Over 6,000 IHSS home care providers in Butte County have gone without a new contract for five years—but we’ve gone even longer without respect. The Butte County Board of Supervisors has been dragging its heels on addressing the needs of IHSS providers, refusing to come through with a needed pay raise for those of us who care for Butte County’s low-income seniors and people with disabilities.

Some of the county supervisors have even taken the insulting position that, since many providers are family members of our clients, we should feel lucky we are getting paid at all.

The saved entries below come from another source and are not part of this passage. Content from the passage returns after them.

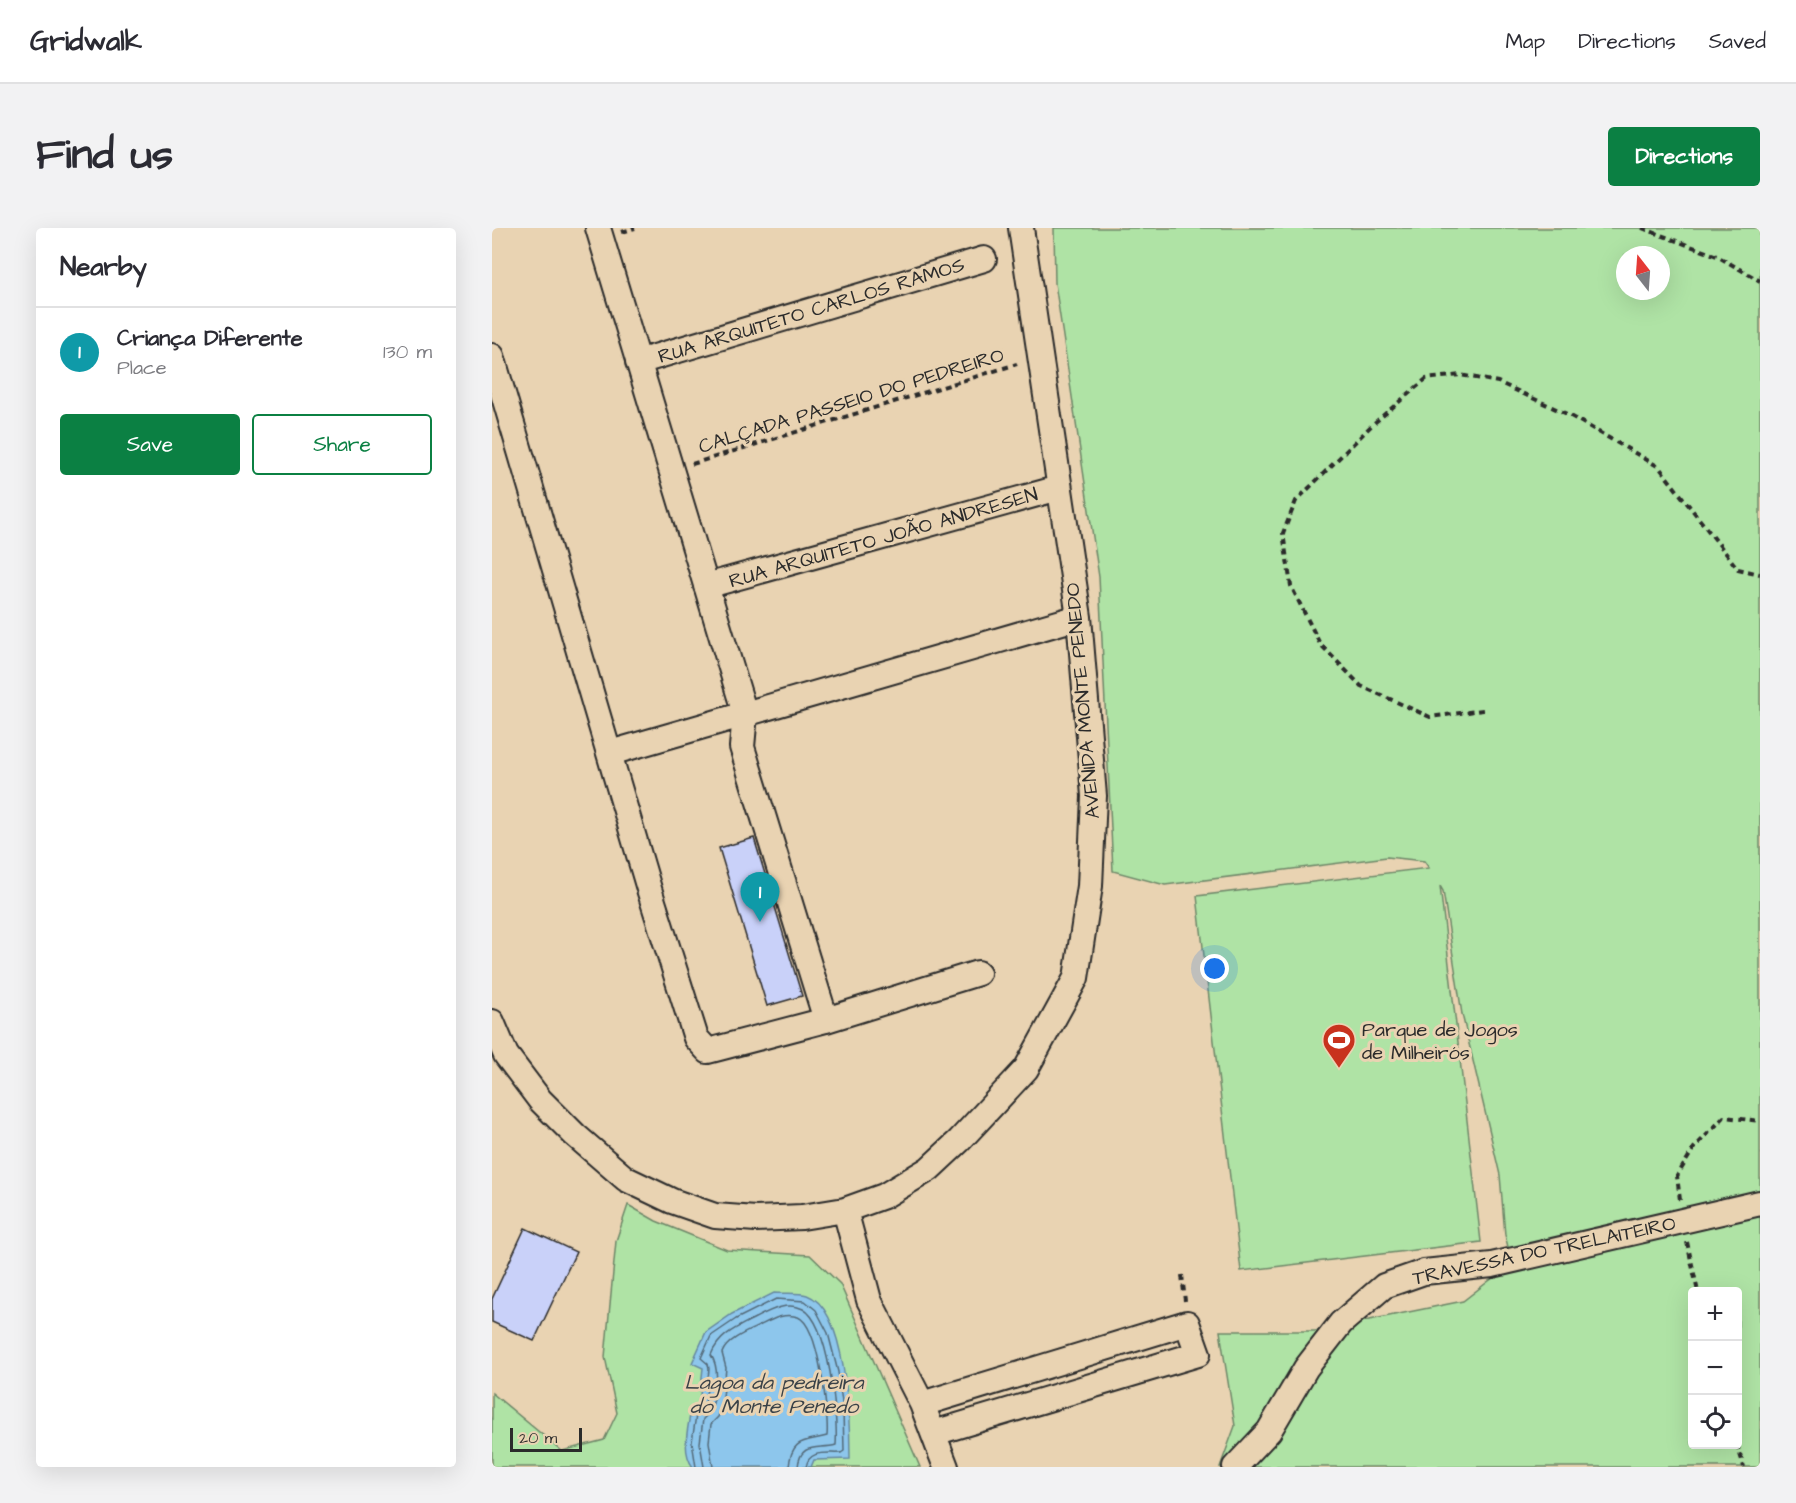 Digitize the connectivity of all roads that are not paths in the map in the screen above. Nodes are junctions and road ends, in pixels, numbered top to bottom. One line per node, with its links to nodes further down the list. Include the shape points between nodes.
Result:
1 (598, 228): 5 (street)
2 (1021, 228): 6 (street, AVENIDA MONTE PENEDO)
3 (984, 259): 5 (street, RUA ARQUITETO CARLOS RAMOS)
4 (492, 356): 10 (street)
5 (638, 362): 7 (street)
6 (1059, 488): 7 (street, RUA ARQUITETO JOÃO ANDRESEN); 8 (street, AVENIDA MONTE PENEDO)
7 (706, 586): 9 (street)
8 (1078, 617): 9 (street); 15 (street, AVENIDA MONTE PENEDO, via 1094,796 1090,886 1076,978 1026,1069 959,1141 929,1169 884,1196)
9 (745, 714): 10 (street); 12 (street, via 742,747)
10 (610, 753): 12 (street, via 696,1038 708,1052)
11 (978, 973): 12 (street)
12 (826, 1020)
13 (492, 1022): 15 (street, AVENIDA MONTE PENEDO, via 506,1055 540,1100 626,1179 715,1216 802,1217)
14 (1760, 1203): 19 (street, TRAVESSA DO TRELAITEIRO, via 1492,1265 1424,1272 1384,1286 1341,1323 1306,1368 1269,1431)
15 (845, 1210): 16 (street, via 869,1300)
16 (922, 1404): 17 (street); 17 (street, via 1187,1323 1198,1354)
17 (934, 1433): 18 (street)
18 (946, 1467)
19 (1234, 1467)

“I don’t think they understand that this is not a babysitting job,” said Kesha Haynie, an in-home care provider who lives in Magalia. “We are working all the time.”

All of the hard work that providers like Kesha do saves Butte County money – and allows our most vulnerable residents to avoid institutional care, which can cost as much as five times more than care provided through IHSS.

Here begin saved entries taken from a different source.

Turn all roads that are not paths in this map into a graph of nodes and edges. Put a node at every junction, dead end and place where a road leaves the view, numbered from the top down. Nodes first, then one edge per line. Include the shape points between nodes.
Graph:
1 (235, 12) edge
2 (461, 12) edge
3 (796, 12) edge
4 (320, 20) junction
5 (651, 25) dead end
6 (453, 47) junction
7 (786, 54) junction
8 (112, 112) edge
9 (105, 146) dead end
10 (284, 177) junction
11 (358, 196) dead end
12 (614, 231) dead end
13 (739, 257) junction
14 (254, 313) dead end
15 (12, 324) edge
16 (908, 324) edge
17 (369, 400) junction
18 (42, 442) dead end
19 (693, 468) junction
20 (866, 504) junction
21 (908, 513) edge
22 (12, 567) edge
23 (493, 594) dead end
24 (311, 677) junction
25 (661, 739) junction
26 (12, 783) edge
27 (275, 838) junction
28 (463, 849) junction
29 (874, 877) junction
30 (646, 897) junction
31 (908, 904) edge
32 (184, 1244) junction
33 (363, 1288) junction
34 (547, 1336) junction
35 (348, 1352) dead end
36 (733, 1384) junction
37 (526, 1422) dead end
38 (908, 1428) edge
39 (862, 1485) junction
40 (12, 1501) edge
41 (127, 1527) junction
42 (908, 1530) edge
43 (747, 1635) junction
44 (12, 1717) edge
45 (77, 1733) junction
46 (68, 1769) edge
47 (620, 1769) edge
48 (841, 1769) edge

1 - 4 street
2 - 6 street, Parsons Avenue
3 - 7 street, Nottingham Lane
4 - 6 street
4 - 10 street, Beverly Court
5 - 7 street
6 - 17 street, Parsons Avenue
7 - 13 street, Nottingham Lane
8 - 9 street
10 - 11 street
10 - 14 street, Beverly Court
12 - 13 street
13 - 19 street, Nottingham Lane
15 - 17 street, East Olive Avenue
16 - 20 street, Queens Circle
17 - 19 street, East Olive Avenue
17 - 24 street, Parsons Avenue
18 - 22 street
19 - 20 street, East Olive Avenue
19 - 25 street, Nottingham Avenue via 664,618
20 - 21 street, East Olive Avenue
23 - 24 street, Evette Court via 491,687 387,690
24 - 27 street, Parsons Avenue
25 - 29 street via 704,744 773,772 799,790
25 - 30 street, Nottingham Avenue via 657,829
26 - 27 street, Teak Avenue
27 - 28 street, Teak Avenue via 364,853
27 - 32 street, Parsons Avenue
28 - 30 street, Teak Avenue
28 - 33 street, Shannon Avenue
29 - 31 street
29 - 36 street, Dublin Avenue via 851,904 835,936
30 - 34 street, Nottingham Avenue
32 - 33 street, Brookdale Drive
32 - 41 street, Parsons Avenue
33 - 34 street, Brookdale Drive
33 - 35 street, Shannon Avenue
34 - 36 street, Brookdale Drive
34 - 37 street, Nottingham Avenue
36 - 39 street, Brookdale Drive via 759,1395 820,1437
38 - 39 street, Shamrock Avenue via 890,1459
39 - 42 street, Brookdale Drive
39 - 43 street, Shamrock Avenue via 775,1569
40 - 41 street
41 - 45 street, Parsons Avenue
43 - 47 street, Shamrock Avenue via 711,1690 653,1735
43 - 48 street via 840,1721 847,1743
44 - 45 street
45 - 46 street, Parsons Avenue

Butte County needs to face that fact that, like the rest of California and the nation, we are on the verge of a long-term care crisis. As our population ages the need for long-term care will skyrocket, and counties need to retain the care workers they have while making the job more attractive to prospective caregivers. According to a new report by the UC Berkeley Labor Center, the only way to do that is to raise caregiver wages.

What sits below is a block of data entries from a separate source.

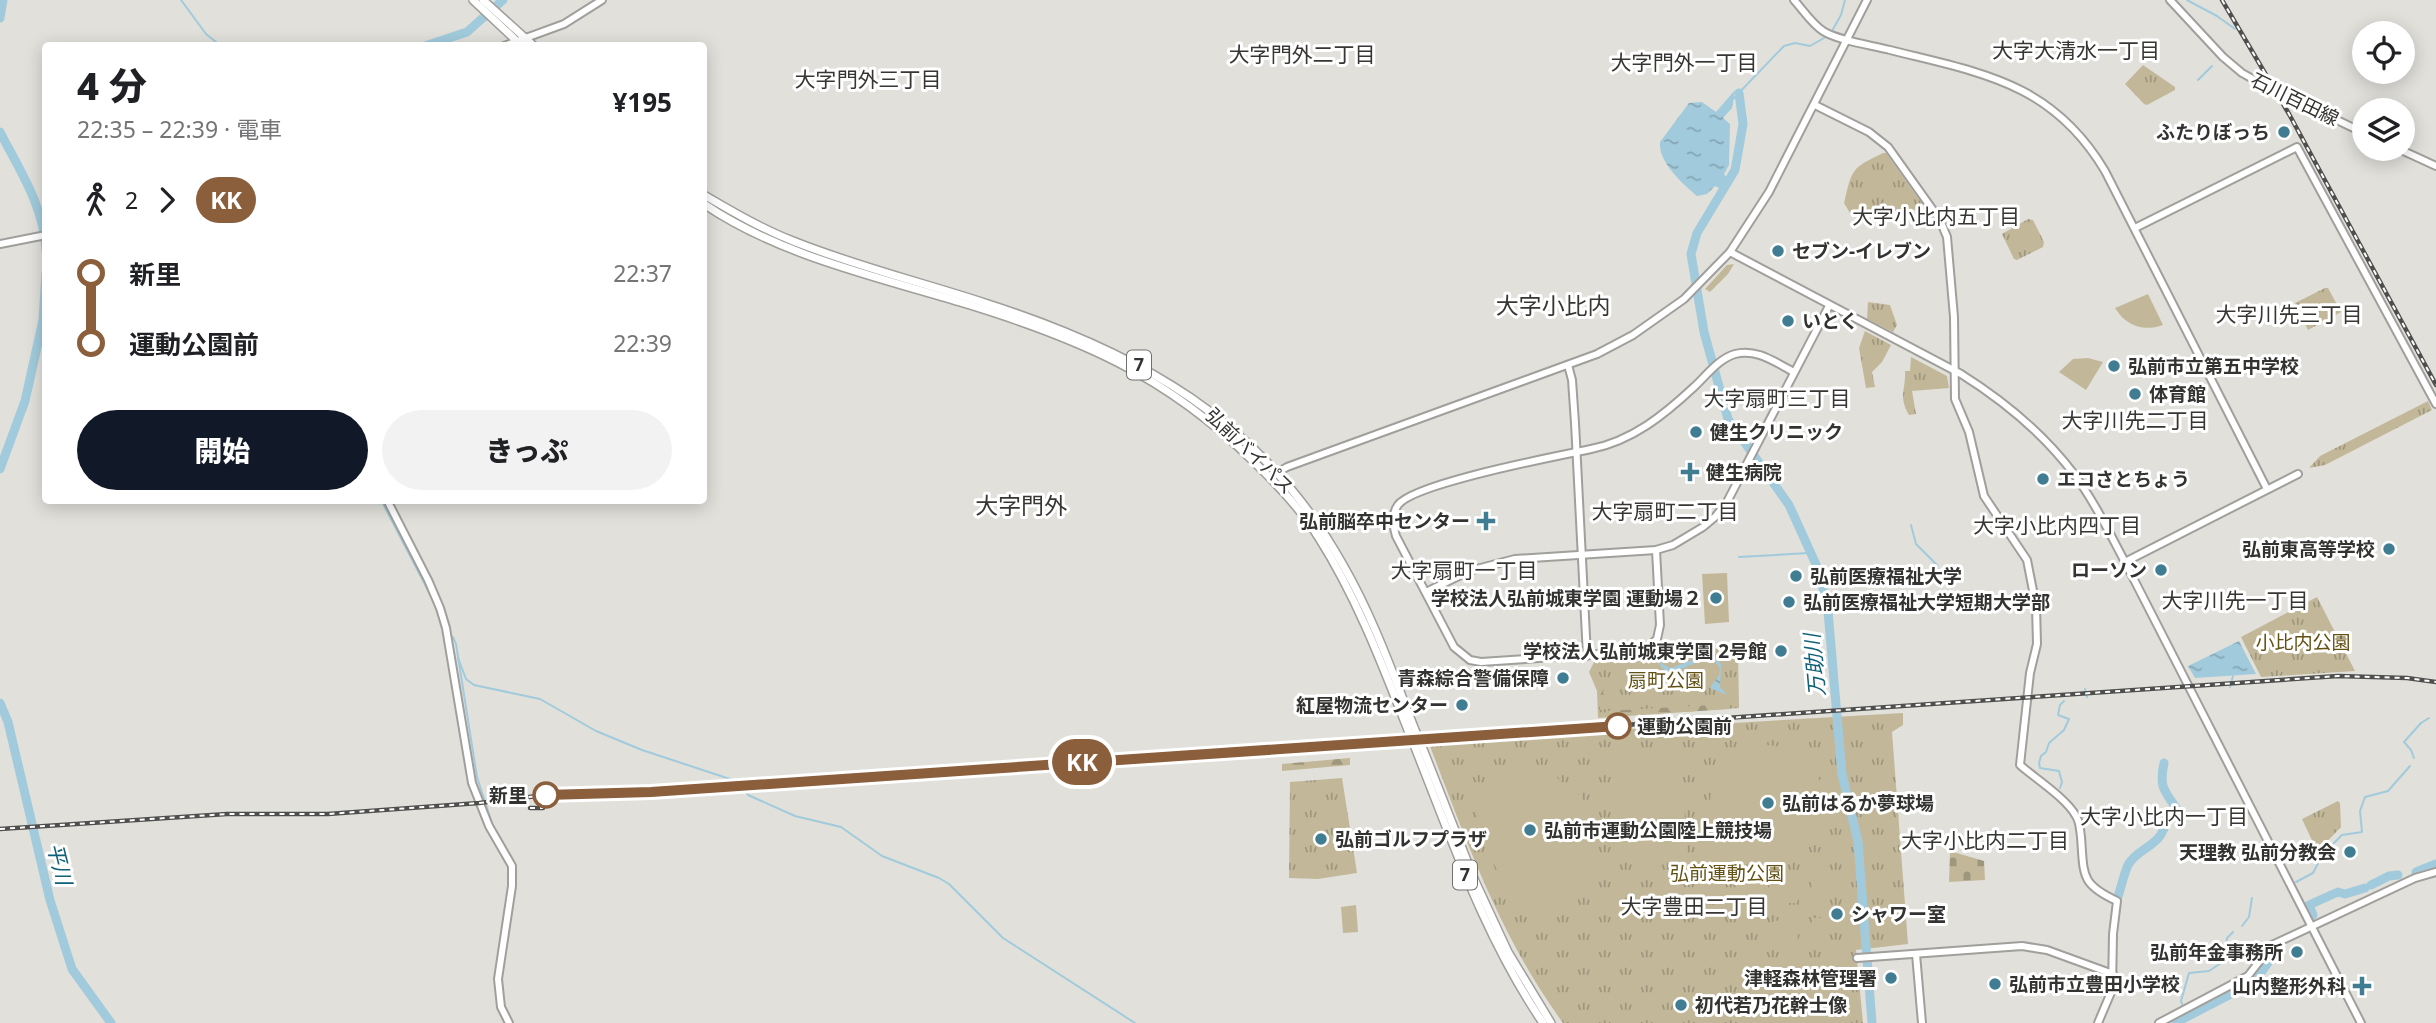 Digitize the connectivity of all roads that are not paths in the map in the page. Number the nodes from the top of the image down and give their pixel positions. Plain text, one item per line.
1 (473, 0) edge
2 (483, 0) edge
3 (602, 0) edge
4 (1794, 0) edge
5 (1867, 0) edge
6 (2170, 0) edge
7 (501, 22) junction
8 (1847, 39) junction
9 (522, 42) edge
10 (1815, 105) junction
11 (2352, 126) edge
12 (2415, 156) edge
13 (2436, 166) edge
14 (707, 197) edge
15 (707, 206) edge
16 (2135, 228) junction
17 (42, 236) edge
18 (0, 244) edge
19 (1730, 252) junction
20 (1829, 306) junction
21 (1568, 365) junction
22 (1955, 371) junction
23 (1794, 372) junction
24 (2436, 404) edge
25 (1576, 452) junction
26 (1273, 474) junction
27 (2298, 474) dead end
28 (2267, 489) junction
29 (389, 504) edge
30 (1656, 551) junction
31 (1582, 555) junction
32 (2125, 562) junction
33 (1426, 592) junction
34 (1587, 656) junction
35 (2436, 872) edge
36 (2310, 926) junction
37 (1916, 954) junction
38 (1859, 958) dead end
39 (2113, 974) junction
40 (1531, 998) junction
41 (509, 1023) edge
42 (1542, 1023) edge
43 (1551, 1023) edge
44 (1557, 1023) edge
45 (1922, 1023) edge
46 (2098, 1023) edge
47 (2159, 1023) edge
48 (2361, 1023) edge

1 - 7 highway
2 - 7 highway
3 - 9 street
4 - 8 street
5 - 8 street
6 - 11 street, 石川百田線, bridge
7 - 9 highway
8 - 10 street
8 - 16 street
10 - 19 street
10 - 22 street
12 - 13 street
14 - 26 highway, 弘前バイパス / 7
15 - 26 highway, 弘前バイパス / 7
16 - 24 street
16 - 28 street
17 - 18 street
19 - 20 street
19 - 21 street
20 - 22 street
20 - 23 street
21 - 25 street
21 - 26 street
22 - 32 street
22 - 39 street
23 - 25 street
23 - 30 street
25 - 31 street
25 - 33 street
26 - 40 highway, 弘前バイパス / 7, bridge
27 - 28 street
28 - 32 street
29 - 41 street
30 - 31 street
30 - 34 street
31 - 33 street
31 - 34 street
32 - 36 street
33 - 34 street
35 - 36 street
36 - 47 street
36 - 48 street
37 - 38 street
37 - 39 street
37 - 45 street
39 - 46 street
40 - 42 highway, 7
40 - 43 highway, 弘前バイパス / 7
40 - 44 highway, 7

Yet Butte County wants to keep caregivers at minimum wage, which is not enough to live on. Fifty-six percent of Butte County’s home care providers receive some sort of public assistance. Many of us, like Kesha, work multiple jobs.

“I have to work two other jobs to make ends meet,” she said. “If we got paid enough, caregivers wouldn’t have to work outside of caregiving.”

IHSS provider Kesha Haynie is one of many fighting for a living wage caregivers in Butte County.

Not only would supporting Butte County caregivers with a pay raise make fiscal sense because it would limit nursing care and public assistance payments, but more money in caregivers’ pockets means more money in the Butte County economy. It’s estimated that an investment of just $1 per hour in IHSS provider wages in Butte county would generate over five million dollars in increased economic activity in our communities. And, because IHSS program costs are covered by state and federal funds and there is a state funding source to reimburse the county’s share of cost, there’s no good excuse not to give us the pay raise we so desperately need.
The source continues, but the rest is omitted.